Stored items
════════

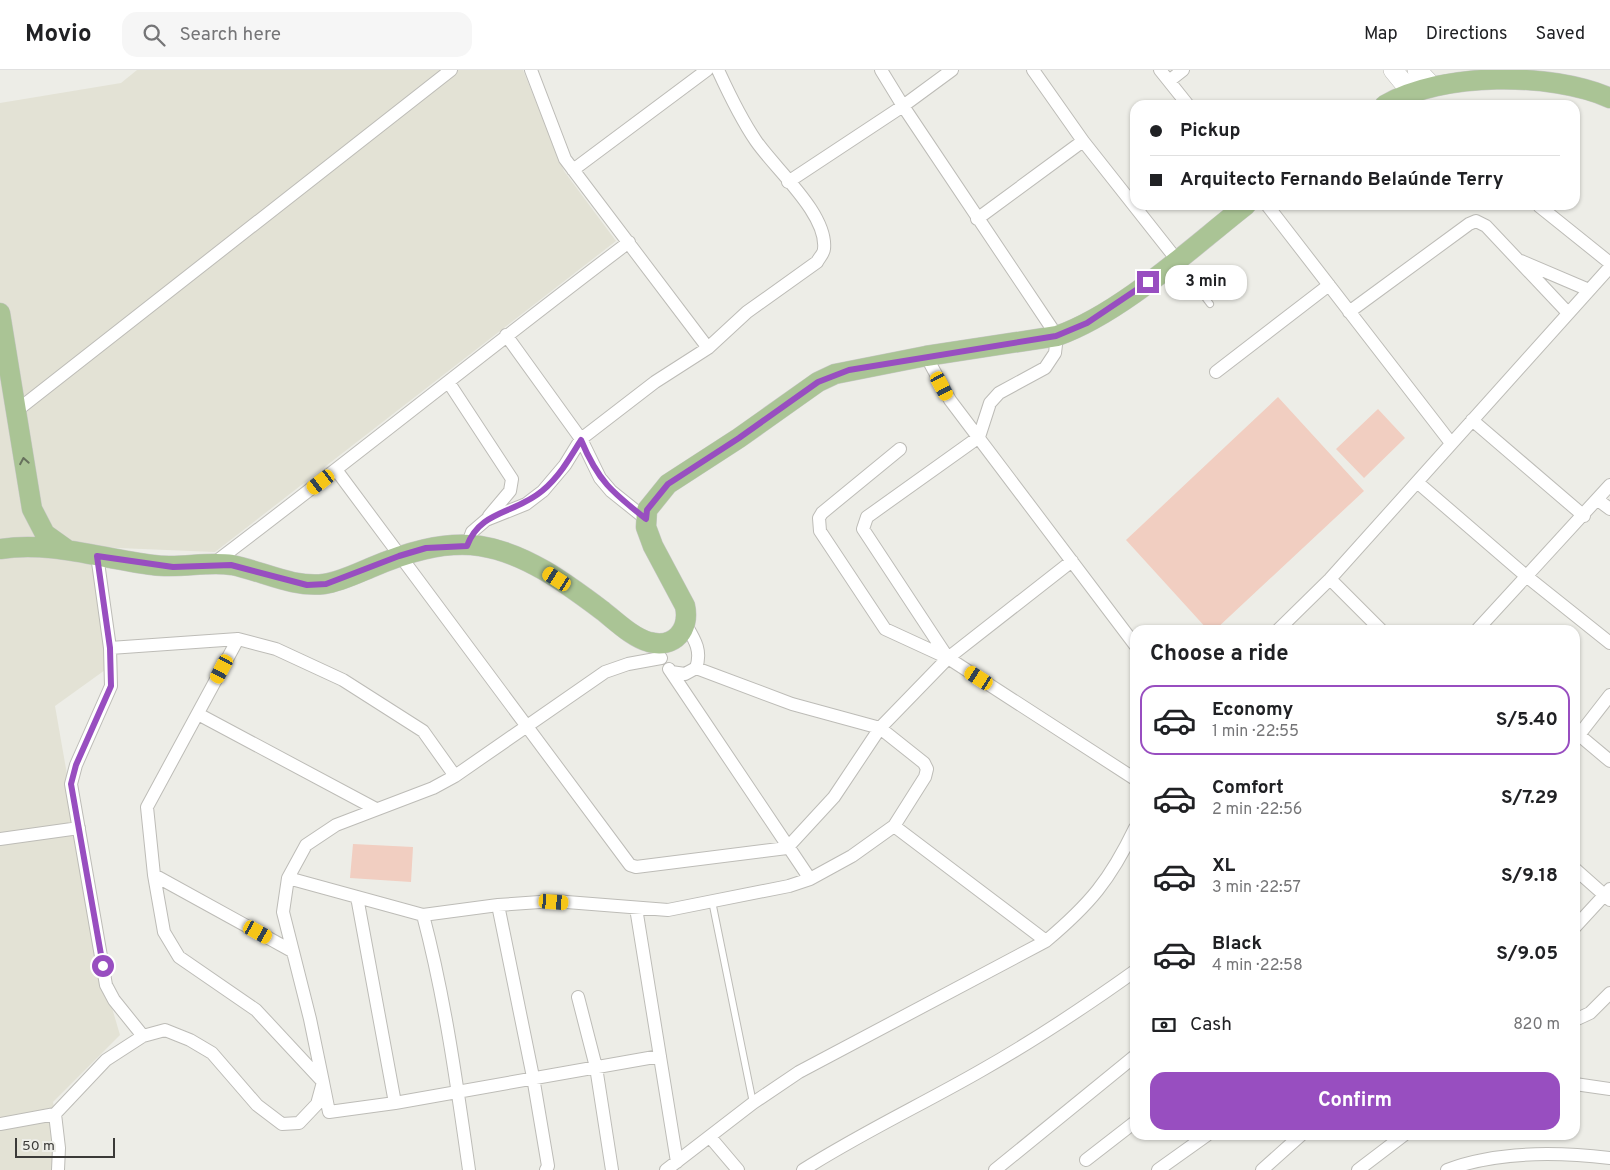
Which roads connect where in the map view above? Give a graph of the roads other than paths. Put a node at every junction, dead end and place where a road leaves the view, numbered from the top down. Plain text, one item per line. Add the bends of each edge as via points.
1 (451, 70) edge
2 (531, 70) edge
3 (707, 70) edge
4 (718, 70) edge
5 (881, 70) edge
6 (952, 70) edge
7 (1033, 70) edge
8 (1160, 70) edge
9 (1183, 70) edge
10 (1393, 70) edge
11 (1422, 75) edge
12 (1536, 75) edge
13 (1169, 81) junction
14 (1411, 92) junction
15 (1610, 98) edge
16 (1184, 100) edge
17 (1395, 100) edge
18 (903, 106) junction
19 (1084, 141) junction
20 (573, 170) junction
21 (788, 182) junction
22 (1130, 200) edge
23 (1138, 210) edge
24 (1240, 210) edge
25 (1271, 210) edge
26 (1543, 210) edge
27 (977, 218) junction
28 (629, 242) junction
29 (1516, 259) junction
30 (1177, 260) junction
31 (1610, 265) edge
32 (1329, 285) junction
33 (1589, 290) junction
34 (1210, 304) dead end
35 (1350, 312) junction
36 (0, 313) edge
37 (1568, 313) junction
38 (506, 335) junction
39 (1056, 336) junction
40 (708, 348) junction
41 (926, 356) junction
42 (1216, 372) dead end
43 (449, 383) junction
44 (15, 412) junction
45 (1472, 420) junction
46 (979, 437) junction
47 (581, 440) junction
48 (1451, 443) junction
49 (900, 449) dead end
50 (337, 471) junction
51 (1417, 482) junction
52 (1610, 485) edge
53 (1598, 500) junction
54 (1610, 509) edge
55 (32, 510) junction
56 (1584, 516) junction
57 (646, 519) junction
58 (486, 520) junction
59 (467, 546) junction
60 (3, 549) edge
61 (68, 550) junction
62 (97, 556) junction
63 (399, 556) junction
64 (1072, 561) junction
65 (213, 564) junction
66 (1526, 576) junction
67 (1330, 579) junction
68 (1283, 625) edge
69 (1376, 625) edge
70 (1482, 625) edge
71 (682, 631) junction
72 (1130, 638) edge
73 (238, 639) junction
74 (1610, 643) edge
75 (110, 648) junction
76 (656, 651) junction
77 (948, 658) junction
78 (696, 668) junction
79 (671, 672) junction
80 (1610, 695) edge
81 (198, 714) junction
82 (528, 727) junction
83 (880, 728) junction
84 (1580, 734) edge
85 (1580, 740) edge
86 (1610, 761) edge
87 (455, 776) junction
88 (1130, 776) edge
89 (376, 809) junction
90 (894, 826) junction
91 (79, 828) junction
92 (0, 839) edge
93 (1130, 839) edge
94 (787, 848) junction
95 (1580, 873) edge
96 (154, 875) junction
97 (288, 878) junction
98 (810, 879) junction
99 (1608, 895) edge
100 (357, 897) junction
101 (712, 901) junction
102 (498, 905) junction
103 (636, 908) junction
104 (423, 915) junction
105 (1580, 922) edge
106 (1046, 941) junction
107 (292, 951) junction
108 (1130, 975) edge
109 (1610, 993) edge
110 (578, 997) dead end
111 (1580, 1018) edge
112 (143, 1036) junction
113 (660, 1056) junction
114 (1130, 1060) edge
115 (596, 1067) junction
116 (533, 1077) junction
117 (323, 1082) junction
118 (1580, 1085) edge
119 (1610, 1089) edge
120 (458, 1091) junction
121 (395, 1103) junction
122 (753, 1103) junction
123 (55, 1114) junction
124 (0, 1124) edge
125 (1130, 1126) edge
126 (710, 1137) junction
127 (1200, 1140) edge
128 (1295, 1140) edge
129 (1397, 1140) edge
130 (1610, 1158) edge
131 (1086, 1160) dead end
132 (677, 1162) junction
133 (58, 1170) edge
134 (469, 1170) edge
135 (546, 1170) edge
136 (612, 1170) edge
137 (666, 1170) edge
138 (738, 1170) edge
139 (804, 1170) edge
140 (995, 1170) edge
141 (1158, 1170) edge
142 (1262, 1170) edge
143 (1358, 1170) edge
144 (1447, 1170) edge

1 - 44 street
2 - 20 street via 564,159
3 - 20 street
4 - 21 street via 756,141
5 - 18 street
6 - 18 street
7 - 19 street
8 - 13 street
9 - 13 street
10 - 14 street
11 - 12 main road via 1468,82
11 - 14 main road
12 - 15 main road
13 - 16 street
14 - 17 main road
18 - 21 street
18 - 27 street
19 - 22 street
19 - 27 street
20 - 28 street
21 - 40 street via 811,210 822,232 825,250 817,262 747,312
23 - 30 street
24 - 30 main road
25 - 32 street
26 - 31 street
27 - 39 street
28 - 38 street
28 - 40 street
29 - 33 street
29 - 35 street via 1486,226 1476,221
29 - 37 street
30 - 34 lane
30 - 39 main road via 1106,312
31 - 33 street
32 - 35 street
32 - 42 street
33 - 37 street
35 - 48 street
36 - 44 main road
37 - 45 street
38 - 43 street
38 - 47 street
39 - 41 main road
39 - 46 street via 1055,354 1045,368 999,393 990,403
40 - 47 street via 655,382
41 - 46 street via 950,400
41 - 57 main road via 849,370 818,382 668,484 647,510
43 - 50 street
43 - 58 street via 512,480 510,491
55 -> 44 main road
45 - 48 street
45 - 56 street
46 - 64 street
46 - 77 street via 867,517 863,529
47 - 57 street via 600,478
47 - 58 street via 543,491 526,504
48 - 51 street
49 - 77 street via 822,513 820,531 885,629
50 - 63 street
50 - 65 street
51 - 66 street
51 - 67 street
52 - 53 street
53 - 54 street
53 - 56 street
55 - 60 main road via 28,528
55 - 61 main road via 45,534
56 - 66 street
57 - 71 main road via 653,546 685,606
58 - 59 street via 472,532
59 - 63 main road via 426,548
59 - 76 main road via 503,552 525,560 582,595
60 - 61 main road via 46,547
61 - 62 main road
62 - 65 main road via 173,567
62 - 75 street
63 - 65 main road via 326,584 307,585 231,565
63 - 82 street
64 - 72 street
64 - 77 street
66 - 70 street
66 - 74 street
67 - 68 street
67 - 69 street
71 - 76 main road
71 - 78 street via 697,643 700,658
73 - 75 street
73 - 81 street
73 - 87 street via 276,649 359,690 423,731
75 - 91 street via 111,686 76,765 71,784
76 - 79 street
76 - 82 street via 605,672
77 - 83 street
77 - 88 street
78 - 79 street via 686,674
78 - 83 street via 792,704
79 - 94 street
80 - 84 street
81 - 89 street
81 - 96 street via 147,807
82 - 87 street
82 - 94 street via 630,865 636,867
83 - 90 street via 924,763 927,769
83 - 94 street via 834,797
85 - 86 street
87 - 89 street via 433,788
89 - 97 street via 336,825 306,845
90 - 98 street via 852,856
90 - 106 street
91 - 92 street
91 - 112 street via 106,985
93 - 106 street via 1102,886
94 - 98 street
95 - 99 street
96 - 107 street
96 - 117 street via 164,932 179,957 256,1010
97 - 100 street
97 - 107 street via 283,912
98 - 101 street
99 - 105 street
100 - 104 street
100 - 121 street
101 - 103 street via 668,910
101 - 122 lane
102 - 103 street via 554,902
102 - 104 street
102 - 116 street
103 - 113 street
104 - 120 street
106 - 122 street via 799,1072
107 - 117 street
108 - 139 street via 1022,1047 839,1147
109 - 111 street via 1590,1014
110 - 115 street
112 - 117 street via 166,1030 212,1052 258,1105 282,1124 299,1122 317,1104
112 - 123 street via 106,1060
113 - 115 street
113 - 132 street
114 - 140 street
115 - 116 street
115 - 136 street
116 - 120 street
116 - 135 street via 548,1166
117 - 121 street via 329,1112
118 - 119 street
120 - 121 street
120 - 134 street
122 - 126 street
123 - 124 street
123 - 133 street
125 - 131 street
126 - 132 street
126 - 138 street
127 - 141 street
128 - 142 street
129 - 143 street
130 - 144 street via 1588,1155 1520,1156 1470,1161
132 - 137 street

════════

→ **PROBLEM TO WORK ON**: Go through the records above and count the lines with the word "dead" in them. Answer with the number only.

→ **ANSWER BOX**: 6